(Last Updated On: May 26, 2015)
Equity Group Holdings, the holding company of Equity Bank, has decided to expand outside Eastern Africa into Democratic Republic of Congo. This is the largest country in Africa in terms of size with a population size of around 80 million people.
Equity will not do a greenfield entry since the country is too big but instead it will acquire 79% of the 7th largest bank in the country ProCredit Bank Congo. The exact deal price was not stated. A further Ksh6 billion will be spent in branch expansion, marketing and strengthening of the systems.
ProCredit Bank is a subsidiary of German bank ProCredit Holding AG & Co. The holding company decided to sell its subsidiary so as to concentrate on its business in Eastern Europe. The subsidiary in Congo has a customer base of around 170,000 customers and total assets of around $200 million. It is the biggest international bank in Congo and currently has 100% coverage in NPL with main focus on SME lending. it has 15 branches there.
The banking sector in Congo is very young with banking penetration of less than 4%. The sector has been experiencing a 30% year on year growth with 21% interest margins. 54% percent of the banks are mainly family owned and this includes the top 5. James Mwangi, Equity Bank’s CEO, described the country to be like Kenya back in the 1990s.

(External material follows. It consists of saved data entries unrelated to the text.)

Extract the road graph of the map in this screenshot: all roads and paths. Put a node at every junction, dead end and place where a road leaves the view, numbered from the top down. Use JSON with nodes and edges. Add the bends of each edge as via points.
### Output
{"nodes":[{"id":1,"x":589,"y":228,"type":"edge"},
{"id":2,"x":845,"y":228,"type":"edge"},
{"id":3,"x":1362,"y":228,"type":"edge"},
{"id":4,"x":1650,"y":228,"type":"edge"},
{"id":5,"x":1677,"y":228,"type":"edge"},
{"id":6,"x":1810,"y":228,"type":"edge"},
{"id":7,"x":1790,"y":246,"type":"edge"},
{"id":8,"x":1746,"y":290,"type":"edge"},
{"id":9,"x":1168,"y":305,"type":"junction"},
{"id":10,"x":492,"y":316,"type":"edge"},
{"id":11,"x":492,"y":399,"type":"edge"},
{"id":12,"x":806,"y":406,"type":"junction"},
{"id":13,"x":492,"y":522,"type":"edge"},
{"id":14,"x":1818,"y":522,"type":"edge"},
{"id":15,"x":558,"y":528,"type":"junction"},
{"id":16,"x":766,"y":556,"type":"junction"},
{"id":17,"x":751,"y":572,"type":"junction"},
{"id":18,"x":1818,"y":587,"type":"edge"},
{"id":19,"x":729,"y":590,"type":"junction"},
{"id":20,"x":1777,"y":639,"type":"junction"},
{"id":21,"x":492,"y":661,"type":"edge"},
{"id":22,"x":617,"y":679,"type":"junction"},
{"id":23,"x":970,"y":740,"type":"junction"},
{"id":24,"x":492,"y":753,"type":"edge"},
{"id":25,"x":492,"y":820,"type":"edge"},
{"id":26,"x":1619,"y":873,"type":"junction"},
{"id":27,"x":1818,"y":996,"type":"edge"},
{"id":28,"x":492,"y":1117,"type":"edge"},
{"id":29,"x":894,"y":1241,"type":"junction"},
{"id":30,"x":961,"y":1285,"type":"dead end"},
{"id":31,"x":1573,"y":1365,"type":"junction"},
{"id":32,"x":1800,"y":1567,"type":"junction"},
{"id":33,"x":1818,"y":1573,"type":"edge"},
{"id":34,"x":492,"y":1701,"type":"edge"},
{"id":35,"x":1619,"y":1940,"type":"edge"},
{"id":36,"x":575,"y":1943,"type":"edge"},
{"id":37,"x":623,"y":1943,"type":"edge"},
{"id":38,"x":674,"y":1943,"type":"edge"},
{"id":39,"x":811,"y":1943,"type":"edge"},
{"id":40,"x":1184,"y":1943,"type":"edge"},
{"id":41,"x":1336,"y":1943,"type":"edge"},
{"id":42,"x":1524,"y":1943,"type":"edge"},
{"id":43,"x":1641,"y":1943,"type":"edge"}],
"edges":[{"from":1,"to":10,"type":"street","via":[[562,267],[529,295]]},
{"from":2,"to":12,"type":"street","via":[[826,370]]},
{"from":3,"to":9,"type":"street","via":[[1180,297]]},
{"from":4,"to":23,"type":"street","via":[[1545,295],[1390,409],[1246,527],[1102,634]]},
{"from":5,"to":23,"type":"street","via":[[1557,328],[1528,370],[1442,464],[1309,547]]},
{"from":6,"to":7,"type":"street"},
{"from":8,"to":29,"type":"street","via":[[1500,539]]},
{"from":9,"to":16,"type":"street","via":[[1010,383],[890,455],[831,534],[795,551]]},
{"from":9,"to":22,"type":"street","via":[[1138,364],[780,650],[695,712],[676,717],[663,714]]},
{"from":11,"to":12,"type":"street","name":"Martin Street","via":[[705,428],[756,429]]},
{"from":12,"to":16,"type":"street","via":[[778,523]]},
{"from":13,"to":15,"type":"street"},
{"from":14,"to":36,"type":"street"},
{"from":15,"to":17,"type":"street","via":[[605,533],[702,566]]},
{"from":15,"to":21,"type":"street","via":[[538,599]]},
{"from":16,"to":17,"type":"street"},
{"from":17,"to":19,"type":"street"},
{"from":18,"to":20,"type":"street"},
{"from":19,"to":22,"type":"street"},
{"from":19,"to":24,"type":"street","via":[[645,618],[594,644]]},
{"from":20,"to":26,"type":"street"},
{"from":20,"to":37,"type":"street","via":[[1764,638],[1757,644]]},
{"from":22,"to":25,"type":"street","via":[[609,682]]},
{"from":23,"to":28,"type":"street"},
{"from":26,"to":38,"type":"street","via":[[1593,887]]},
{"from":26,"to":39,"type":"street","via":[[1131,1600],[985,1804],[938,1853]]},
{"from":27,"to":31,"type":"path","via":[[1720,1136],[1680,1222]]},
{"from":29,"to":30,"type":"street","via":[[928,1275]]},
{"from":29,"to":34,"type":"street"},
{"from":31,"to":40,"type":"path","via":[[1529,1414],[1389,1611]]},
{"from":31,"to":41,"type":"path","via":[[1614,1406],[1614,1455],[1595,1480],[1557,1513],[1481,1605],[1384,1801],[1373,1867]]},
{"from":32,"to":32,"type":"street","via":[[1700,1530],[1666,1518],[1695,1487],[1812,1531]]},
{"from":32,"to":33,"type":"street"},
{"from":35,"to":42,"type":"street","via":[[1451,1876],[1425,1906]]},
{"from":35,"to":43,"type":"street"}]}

There are only around 18 players with the 5 largest banks controlling 65% of the total deposits. 90% of the deposits are in US dollars and 94% of loans are in dollars hence reduces the risk of currency fluctuations.
Mobile banking and agency banking will be the new products hoped to be introduced into the market. Currently mobile penetration is at 44% with companies such as Airtel, Tigo and Vodacom being the major players. Top shareholder Helios owns most of the mobile network towers in the country hence they will be very willing to work with the bank. Equity will also implement the German risk management sophisticated credit scoring on SME and retail banking.
Equity Bank will use some of the lessons it learnt while opening in other subsidiaries. In Uganda it made a poor choice in terms of acquisitions hence it has learned how to effectively pick while in South Sudan it is still profitable and growing despite the heavy political instability mainly by being the most trusted bank. The major challenges expected is the poor infrastructure in the country but the good news is the GDP of the country is growing at an average rate of around 9%.
After this acquisition, Equity Group will be heading downwards into Southern Africa but if Ethiopia opens up banking to foreigners end of the year or early 2016, this will be a priority. Now the group is waiting for regulatory approval in DRC and Kenya which may take around 3 months.
DRC is very rich in minerals. It has large deposits of gold, tin, tungsten and lots more that are still unexplored. Agriculture contributes around $32.6 billion to the GDP and is the biggest employer in the country.